= YOUR ASSIGNMENT =
Could you transcribe each record below exactly as written, setting the pictures aside?
⟨
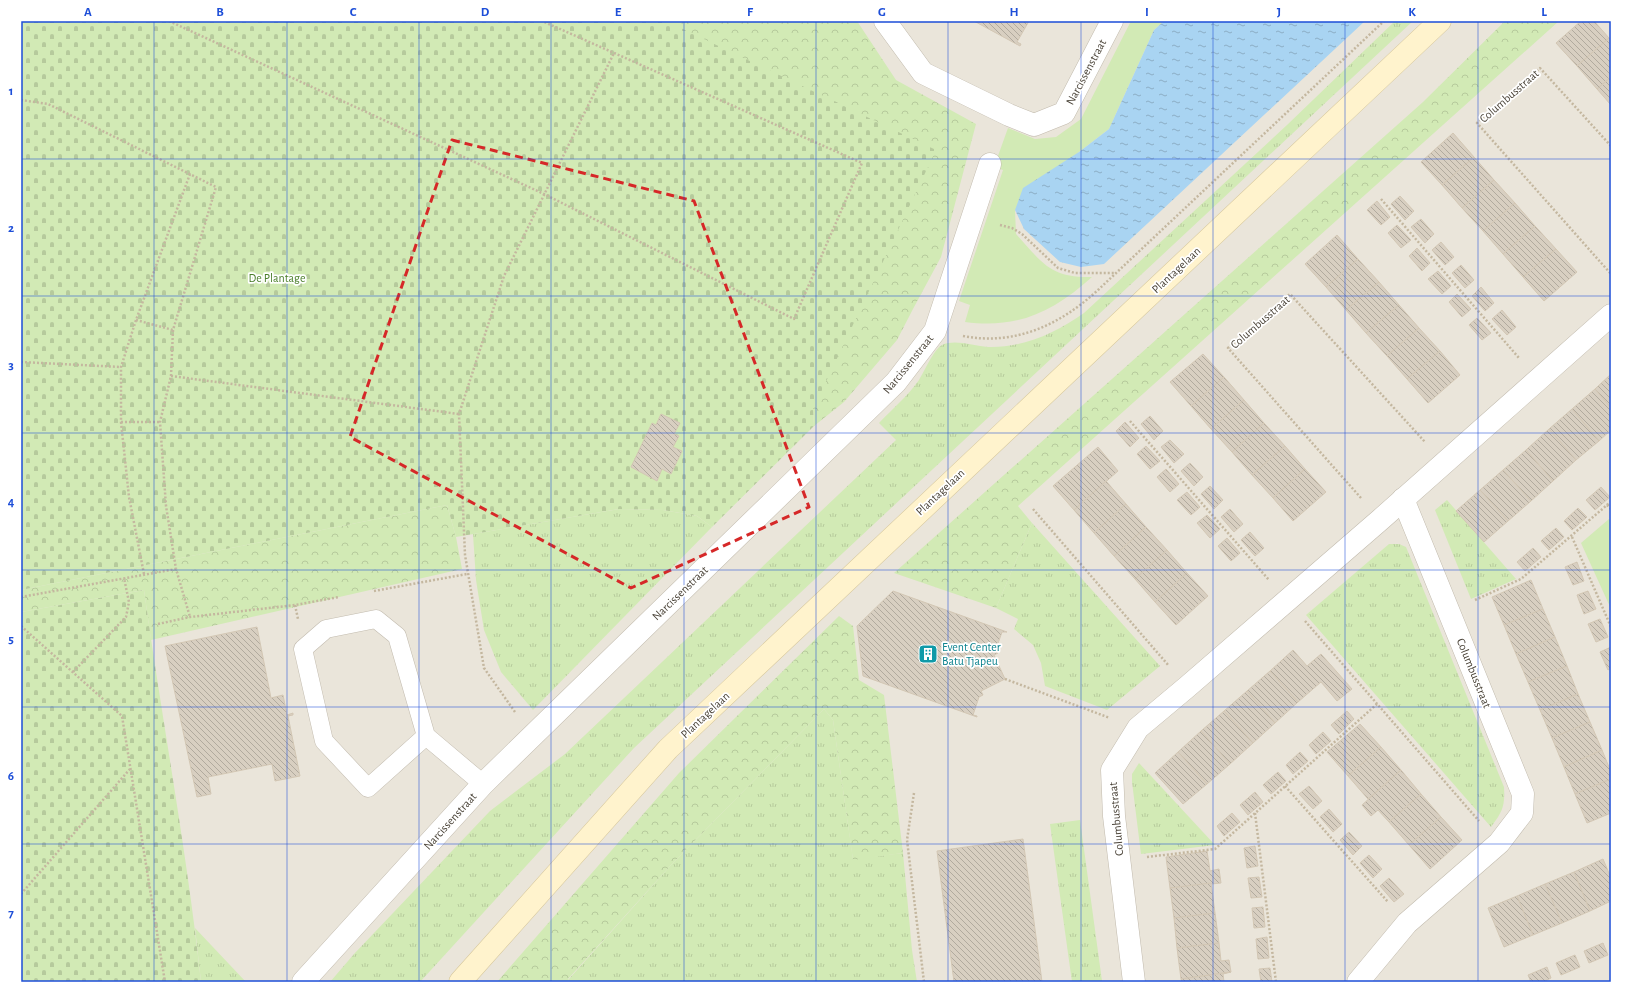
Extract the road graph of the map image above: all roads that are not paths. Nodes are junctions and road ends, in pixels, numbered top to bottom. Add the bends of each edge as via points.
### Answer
1 (885, 21) edge
2 (1112, 21) edge
3 (1440, 21) edge
4 (990, 164) dead end
5 (1611, 315) edge
6 (1403, 499) junction
7 (426, 736) junction
8 (484, 784) junction
9 (303, 982) edge
10 (460, 982) edge
11 (1134, 982) edge
12 (1358, 982) edge

1 - 2 street, Narcissenstraat via 923,73 1034,125 1064,113
3 - 10 main road, Plantagelaan via 668,749
4 - 8 street, Narcissenstraat via 935,331 896,382
5 - 6 street, Columbusstraat
6 - 11 street, Columbusstraat via 1138,728 1112,770 1114,816
6 - 12 street, Columbusstraat via 1523,794 1522,812 1499,843 1406,923
7 - 7 lane via 397,636 376,619 326,629 303,649 324,741 368,788
7 - 8 lane
8 - 9 street, Narcissenstraat

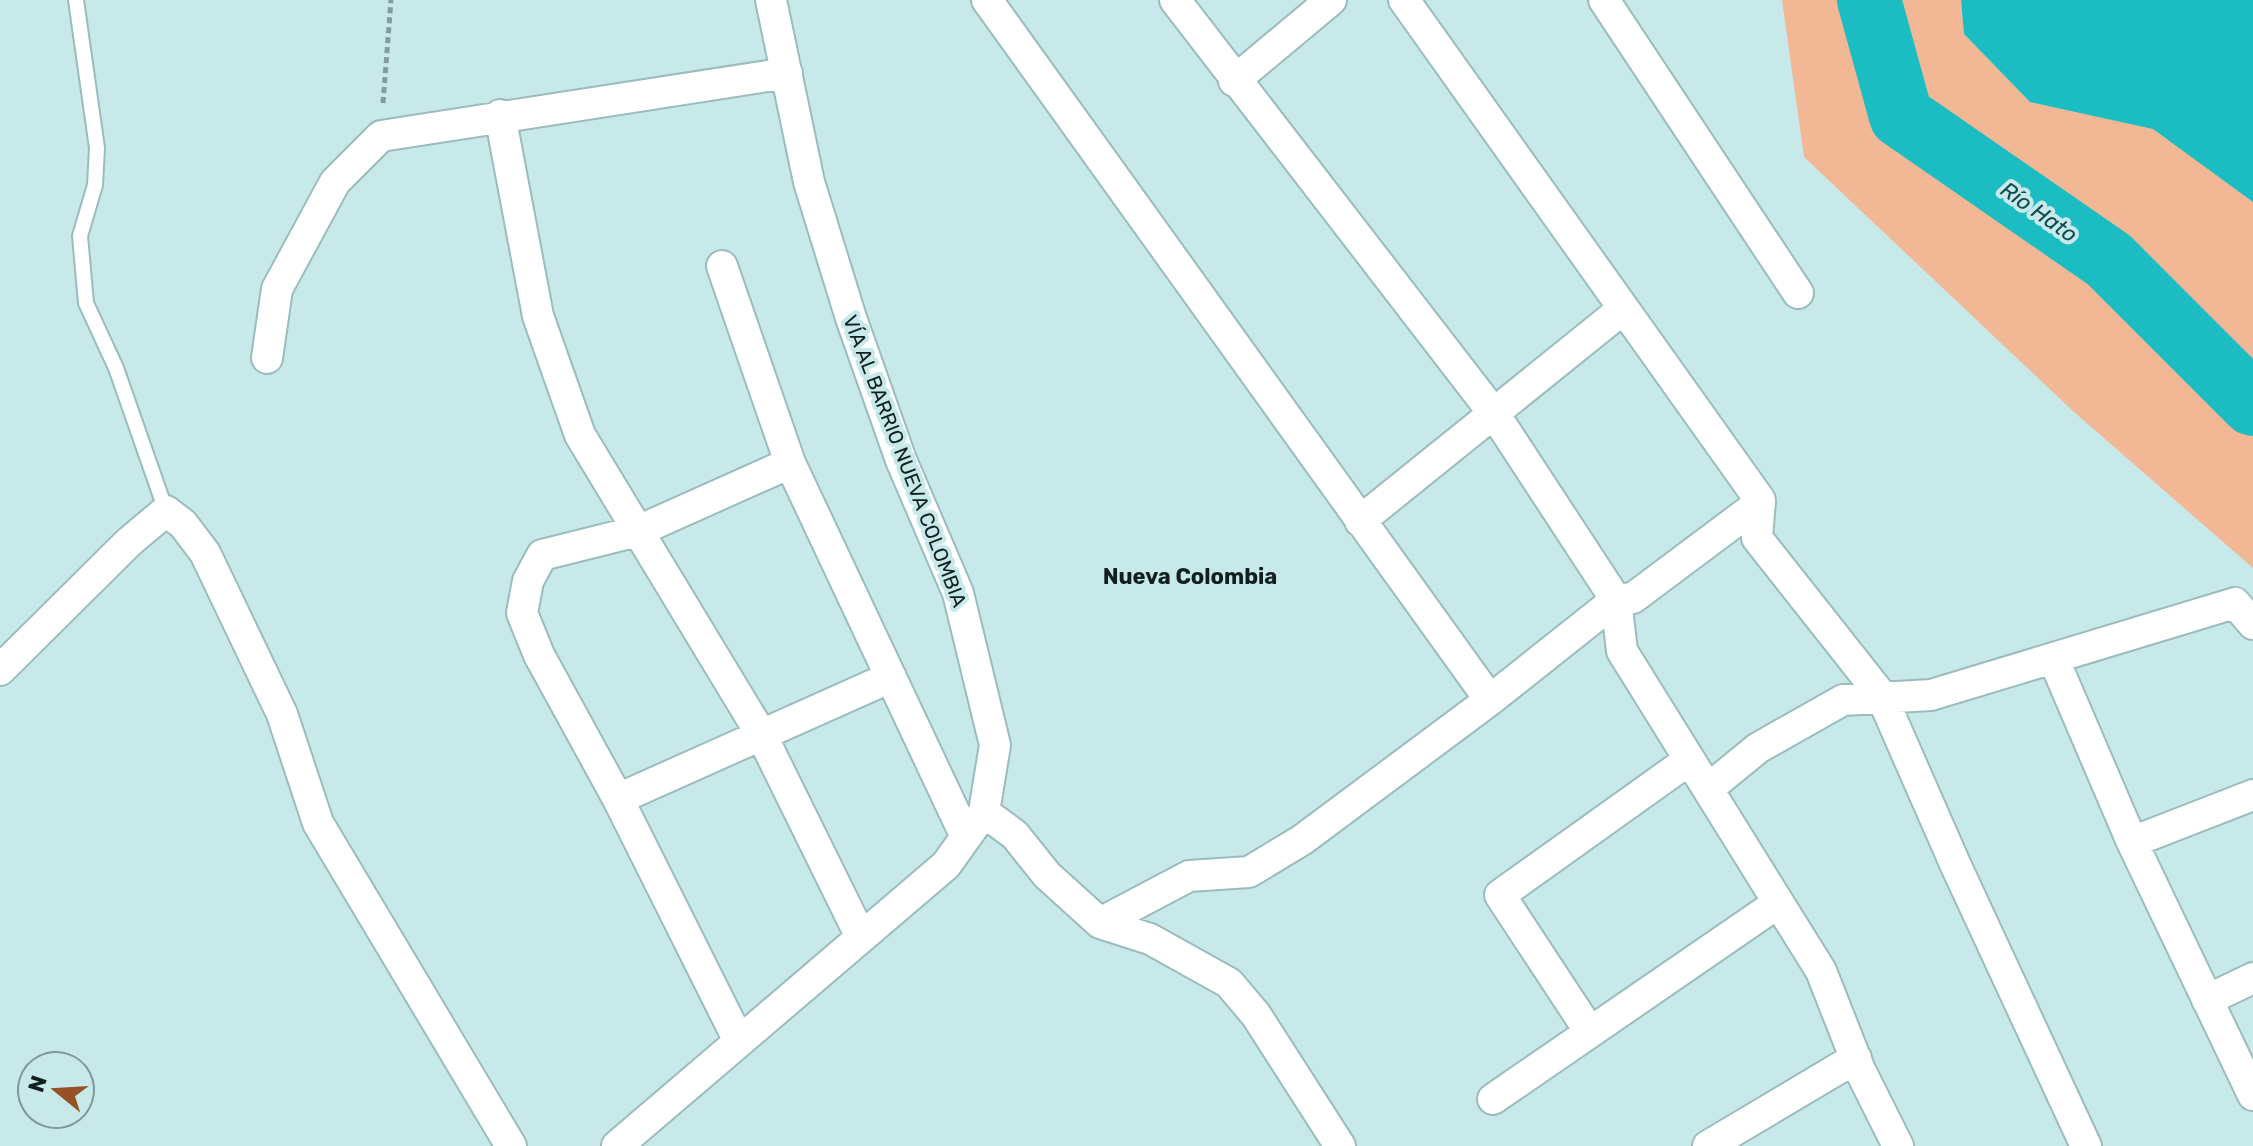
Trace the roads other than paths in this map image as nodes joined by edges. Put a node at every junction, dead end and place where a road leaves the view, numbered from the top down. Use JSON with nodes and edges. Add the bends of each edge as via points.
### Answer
{"nodes":[{"id":1,"x":76,"y":0,"type":"edge"},
{"id":2,"x":771,"y":0,"type":"edge"},
{"id":3,"x":987,"y":0,"type":"edge"},
{"id":4,"x":1175,"y":0,"type":"edge"},
{"id":5,"x":1331,"y":0,"type":"edge"},
{"id":6,"x":1404,"y":0,"type":"edge"},
{"id":7,"x":1604,"y":0,"type":"edge"},
{"id":8,"x":787,"y":73,"type":"junction"},
{"id":9,"x":1234,"y":81,"type":"junction"},
{"id":10,"x":500,"y":115,"type":"junction"},
{"id":11,"x":722,"y":266,"type":"dead end"},
{"id":12,"x":1798,"y":293,"type":"dead end"},
{"id":13,"x":1623,"y":309,"type":"junction"},
{"id":14,"x":267,"y":358,"type":"dead end"},
{"id":15,"x":1495,"y":415,"type":"junction"},
{"id":16,"x":790,"y":463,"type":"junction"},
{"id":17,"x":1760,"y":503,"type":"junction"},
{"id":18,"x":166,"y":511,"type":"junction"},
{"id":19,"x":1360,"y":521,"type":"junction"},
{"id":20,"x":638,"y":531,"type":"junction"},
{"id":21,"x":1616,"y":600,"type":"junction"},
{"id":22,"x":2253,"y":624,"type":"edge"},
{"id":23,"x":2054,"y":660,"type":"junction"},
{"id":24,"x":0,"y":670,"type":"edge"},
{"id":25,"x":891,"y":677,"type":"junction"},
{"id":26,"x":1881,"y":695,"type":"junction"},
{"id":27,"x":1490,"y":700,"type":"junction"},
{"id":28,"x":761,"y":734,"type":"junction"},
{"id":29,"x":1689,"y":760,"type":"junction"},
{"id":30,"x":1708,"y":789,"type":"junction"},
{"id":31,"x":2253,"y":795,"type":"edge"},
{"id":32,"x":618,"y":799,"type":"junction"},
{"id":33,"x":984,"y":812,"type":"junction"},
{"id":34,"x":966,"y":837,"type":"junction"},
{"id":35,"x":2132,"y":842,"type":"junction"},
{"id":36,"x":1778,"y":903,"type":"junction"},
{"id":37,"x":1100,"y":923,"type":"junction"},
{"id":38,"x":861,"y":937,"type":"junction"},
{"id":39,"x":2253,"y":978,"type":"edge"},
{"id":40,"x":2207,"y":1000,"type":"junction"},
{"id":41,"x":1590,"y":1032,"type":"junction"},
{"id":42,"x":739,"y":1041,"type":"junction"},
{"id":43,"x":1856,"y":1058,"type":"junction"},
{"id":44,"x":2253,"y":1095,"type":"edge"},
{"id":45,"x":1493,"y":1099,"type":"dead end"},
{"id":46,"x":649,"y":1136,"type":"edge"},
{"id":47,"x":511,"y":1146,"type":"edge"},
{"id":48,"x":617,"y":1146,"type":"edge"},
{"id":49,"x":1340,"y":1146,"type":"edge"},
{"id":50,"x":1708,"y":1146,"type":"edge"},
{"id":51,"x":1898,"y":1146,"type":"edge"},
{"id":52,"x":2086,"y":1146,"type":"edge"}],
"edges":[{"from":1,"to":18,"type":"lane","via":[[97,148],[95,185],[80,236],[86,303],[116,368]]},
{"from":2,"to":8,"type":"street","name":"VÍA AL BARRIO NUEVA COLOMBIA"},
{"from":3,"to":19,"type":"street"},
{"from":4,"to":9,"type":"street"},
{"from":5,"to":9,"type":"street"},
{"from":6,"to":13,"type":"street"},
{"from":7,"to":12,"type":"street"},
{"from":8,"to":10,"type":"street"},
{"from":8,"to":33,"type":"street","name":"VÍA AL BARRIO NUEVA COLOMBIA","via":[[809,182],[851,318],[901,460],[958,593],[995,745]]},
{"from":9,"to":15,"type":"street"},
{"from":10,"to":14,"type":"street","via":[[381,136],[335,182],[277,289]]},
{"from":10,"to":20,"type":"street","via":[[538,316],[580,435]]},
{"from":11,"to":16,"type":"street"},
{"from":13,"to":15,"type":"street"},
{"from":13,"to":17,"type":"street"},
{"from":15,"to":19,"type":"street"},
{"from":15,"to":21,"type":"street"},
{"from":16,"to":20,"type":"street"},
{"from":16,"to":25,"type":"street"},
{"from":17,"to":21,"type":"street","via":[[1633,598]]},
{"from":17,"to":26,"type":"street","via":[[1757,538]]},
{"from":18,"to":24,"type":"street"},
{"from":18,"to":47,"type":"street","via":[[205,553],[282,714],[318,823]]},
{"from":19,"to":27,"type":"street"},
{"from":20,"to":28,"type":"street"},
{"from":20,"to":32,"type":"street","via":[[542,555],[528,581],[522,613],[539,655]]},
{"from":21,"to":27,"type":"street"},
{"from":21,"to":29,"type":"street","via":[[1622,651]]},
{"from":22,"to":23,"type":"street","via":[[2235,603]]},
{"from":23,"to":26,"type":"street","via":[[1931,695]]},
{"from":23,"to":35,"type":"street"},
{"from":25,"to":28,"type":"street"},
{"from":25,"to":34,"type":"street"},
{"from":26,"to":30,"type":"street","via":[[1843,700],[1758,748]]},
{"from":26,"to":52,"type":"street"},
{"from":27,"to":37,"type":"street","via":[[1302,840],[1249,872],[1189,876]]},
{"from":28,"to":32,"type":"street"},
{"from":28,"to":38,"type":"street"},
{"from":29,"to":30,"type":"street"},
{"from":29,"to":41,"type":"street","via":[[1500,895]]},
{"from":30,"to":36,"type":"street"},
{"from":31,"to":35,"type":"street"},
{"from":32,"to":42,"type":"street"},
{"from":33,"to":34,"type":"street","name":"VÍA AL BARRIO NUEVA COLOMBIA"},
{"from":33,"to":37,"type":"street","via":[[1015,835],[1047,875]]},
{"from":34,"to":38,"type":"street","name":"VÍA AL BARRIO NUEVA COLOMBIA","via":[[946,865]]},
{"from":35,"to":40,"type":"street"},
{"from":36,"to":41,"type":"street"},
{"from":36,"to":43,"type":"street","via":[[1821,971]]},
{"from":37,"to":49,"type":"street","via":[[1150,939],[1229,983],[1256,1015]]},
{"from":38,"to":42,"type":"street","name":"VÍA AL BARRIO NUEVA COLOMBIA"},
{"from":39,"to":40,"type":"street"},
{"from":40,"to":44,"type":"street"},
{"from":41,"to":45,"type":"street"},
{"from":42,"to":46,"type":"street","name":"VÍA AL BARRIO NUEVA COLOMBIA"},
{"from":43,"to":50,"type":"street"},
{"from":43,"to":51,"type":"street"},
{"from":46,"to":48,"type":"street","name":"VÍA AL BARRIO NUEVA COLOMBIA"}]}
⟩
= YOUR RESPONSE =
Extract the road graph of the map image above: all roads that are not paths. Nodes are junctions and road ends, in pixels, numbered top to bottom. Add the bends of each edge as via points.
### Answer
1 (885, 21) edge
2 (1112, 21) edge
3 (1440, 21) edge
4 (990, 164) dead end
5 (1611, 315) edge
6 (1403, 499) junction
7 (426, 736) junction
8 (484, 784) junction
9 (303, 982) edge
10 (460, 982) edge
11 (1134, 982) edge
12 (1358, 982) edge

1 - 2 street, Narcissenstraat via 923,73 1034,125 1064,113
3 - 10 main road, Plantagelaan via 668,749
4 - 8 street, Narcissenstraat via 935,331 896,382
5 - 6 street, Columbusstraat
6 - 11 street, Columbusstraat via 1138,728 1112,770 1114,816
6 - 12 street, Columbusstraat via 1523,794 1522,812 1499,843 1406,923
7 - 7 lane via 397,636 376,619 326,629 303,649 324,741 368,788
7 - 8 lane
8 - 9 street, Narcissenstraat

Trace the roads other than paths in this map image as nodes joined by edges. Put a node at every junction, dead end and place where a road leaves the view, numbered from the top down. Use JSON with nodes and edges. Add the bends of each edge as via points.
### Answer
{"nodes":[{"id":1,"x":76,"y":0,"type":"edge"},
{"id":2,"x":771,"y":0,"type":"edge"},
{"id":3,"x":987,"y":0,"type":"edge"},
{"id":4,"x":1175,"y":0,"type":"edge"},
{"id":5,"x":1331,"y":0,"type":"edge"},
{"id":6,"x":1404,"y":0,"type":"edge"},
{"id":7,"x":1604,"y":0,"type":"edge"},
{"id":8,"x":787,"y":73,"type":"junction"},
{"id":9,"x":1234,"y":81,"type":"junction"},
{"id":10,"x":500,"y":115,"type":"junction"},
{"id":11,"x":722,"y":266,"type":"dead end"},
{"id":12,"x":1798,"y":293,"type":"dead end"},
{"id":13,"x":1623,"y":309,"type":"junction"},
{"id":14,"x":267,"y":358,"type":"dead end"},
{"id":15,"x":1495,"y":415,"type":"junction"},
{"id":16,"x":790,"y":463,"type":"junction"},
{"id":17,"x":1760,"y":503,"type":"junction"},
{"id":18,"x":166,"y":511,"type":"junction"},
{"id":19,"x":1360,"y":521,"type":"junction"},
{"id":20,"x":638,"y":531,"type":"junction"},
{"id":21,"x":1616,"y":600,"type":"junction"},
{"id":22,"x":2253,"y":624,"type":"edge"},
{"id":23,"x":2054,"y":660,"type":"junction"},
{"id":24,"x":0,"y":670,"type":"edge"},
{"id":25,"x":891,"y":677,"type":"junction"},
{"id":26,"x":1881,"y":695,"type":"junction"},
{"id":27,"x":1490,"y":700,"type":"junction"},
{"id":28,"x":761,"y":734,"type":"junction"},
{"id":29,"x":1689,"y":760,"type":"junction"},
{"id":30,"x":1708,"y":789,"type":"junction"},
{"id":31,"x":2253,"y":795,"type":"edge"},
{"id":32,"x":618,"y":799,"type":"junction"},
{"id":33,"x":984,"y":812,"type":"junction"},
{"id":34,"x":966,"y":837,"type":"junction"},
{"id":35,"x":2132,"y":842,"type":"junction"},
{"id":36,"x":1778,"y":903,"type":"junction"},
{"id":37,"x":1100,"y":923,"type":"junction"},
{"id":38,"x":861,"y":937,"type":"junction"},
{"id":39,"x":2253,"y":978,"type":"edge"},
{"id":40,"x":2207,"y":1000,"type":"junction"},
{"id":41,"x":1590,"y":1032,"type":"junction"},
{"id":42,"x":739,"y":1041,"type":"junction"},
{"id":43,"x":1856,"y":1058,"type":"junction"},
{"id":44,"x":2253,"y":1095,"type":"edge"},
{"id":45,"x":1493,"y":1099,"type":"dead end"},
{"id":46,"x":649,"y":1136,"type":"edge"},
{"id":47,"x":511,"y":1146,"type":"edge"},
{"id":48,"x":617,"y":1146,"type":"edge"},
{"id":49,"x":1340,"y":1146,"type":"edge"},
{"id":50,"x":1708,"y":1146,"type":"edge"},
{"id":51,"x":1898,"y":1146,"type":"edge"},
{"id":52,"x":2086,"y":1146,"type":"edge"}],
"edges":[{"from":1,"to":18,"type":"lane","via":[[97,148],[95,185],[80,236],[86,303],[116,368]]},
{"from":2,"to":8,"type":"street","name":"VÍA AL BARRIO NUEVA COLOMBIA"},
{"from":3,"to":19,"type":"street"},
{"from":4,"to":9,"type":"street"},
{"from":5,"to":9,"type":"street"},
{"from":6,"to":13,"type":"street"},
{"from":7,"to":12,"type":"street"},
{"from":8,"to":10,"type":"street"},
{"from":8,"to":33,"type":"street","name":"VÍA AL BARRIO NUEVA COLOMBIA","via":[[809,182],[851,318],[901,460],[958,593],[995,745]]},
{"from":9,"to":15,"type":"street"},
{"from":10,"to":14,"type":"street","via":[[381,136],[335,182],[277,289]]},
{"from":10,"to":20,"type":"street","via":[[538,316],[580,435]]},
{"from":11,"to":16,"type":"street"},
{"from":13,"to":15,"type":"street"},
{"from":13,"to":17,"type":"street"},
{"from":15,"to":19,"type":"street"},
{"from":15,"to":21,"type":"street"},
{"from":16,"to":20,"type":"street"},
{"from":16,"to":25,"type":"street"},
{"from":17,"to":21,"type":"street","via":[[1633,598]]},
{"from":17,"to":26,"type":"street","via":[[1757,538]]},
{"from":18,"to":24,"type":"street"},
{"from":18,"to":47,"type":"street","via":[[205,553],[282,714],[318,823]]},
{"from":19,"to":27,"type":"street"},
{"from":20,"to":28,"type":"street"},
{"from":20,"to":32,"type":"street","via":[[542,555],[528,581],[522,613],[539,655]]},
{"from":21,"to":27,"type":"street"},
{"from":21,"to":29,"type":"street","via":[[1622,651]]},
{"from":22,"to":23,"type":"street","via":[[2235,603]]},
{"from":23,"to":26,"type":"street","via":[[1931,695]]},
{"from":23,"to":35,"type":"street"},
{"from":25,"to":28,"type":"street"},
{"from":25,"to":34,"type":"street"},
{"from":26,"to":30,"type":"street","via":[[1843,700],[1758,748]]},
{"from":26,"to":52,"type":"street"},
{"from":27,"to":37,"type":"street","via":[[1302,840],[1249,872],[1189,876]]},
{"from":28,"to":32,"type":"street"},
{"from":28,"to":38,"type":"street"},
{"from":29,"to":30,"type":"street"},
{"from":29,"to":41,"type":"street","via":[[1500,895]]},
{"from":30,"to":36,"type":"street"},
{"from":31,"to":35,"type":"street"},
{"from":32,"to":42,"type":"street"},
{"from":33,"to":34,"type":"street","name":"VÍA AL BARRIO NUEVA COLOMBIA"},
{"from":33,"to":37,"type":"street","via":[[1015,835],[1047,875]]},
{"from":34,"to":38,"type":"street","name":"VÍA AL BARRIO NUEVA COLOMBIA","via":[[946,865]]},
{"from":35,"to":40,"type":"street"},
{"from":36,"to":41,"type":"street"},
{"from":36,"to":43,"type":"street","via":[[1821,971]]},
{"from":37,"to":49,"type":"street","via":[[1150,939],[1229,983],[1256,1015]]},
{"from":38,"to":42,"type":"street","name":"VÍA AL BARRIO NUEVA COLOMBIA"},
{"from":39,"to":40,"type":"street"},
{"from":40,"to":44,"type":"street"},
{"from":41,"to":45,"type":"street"},
{"from":42,"to":46,"type":"street","name":"VÍA AL BARRIO NUEVA COLOMBIA"},
{"from":43,"to":50,"type":"street"},
{"from":43,"to":51,"type":"street"},
{"from":46,"to":48,"type":"street","name":"VÍA AL BARRIO NUEVA COLOMBIA"}]}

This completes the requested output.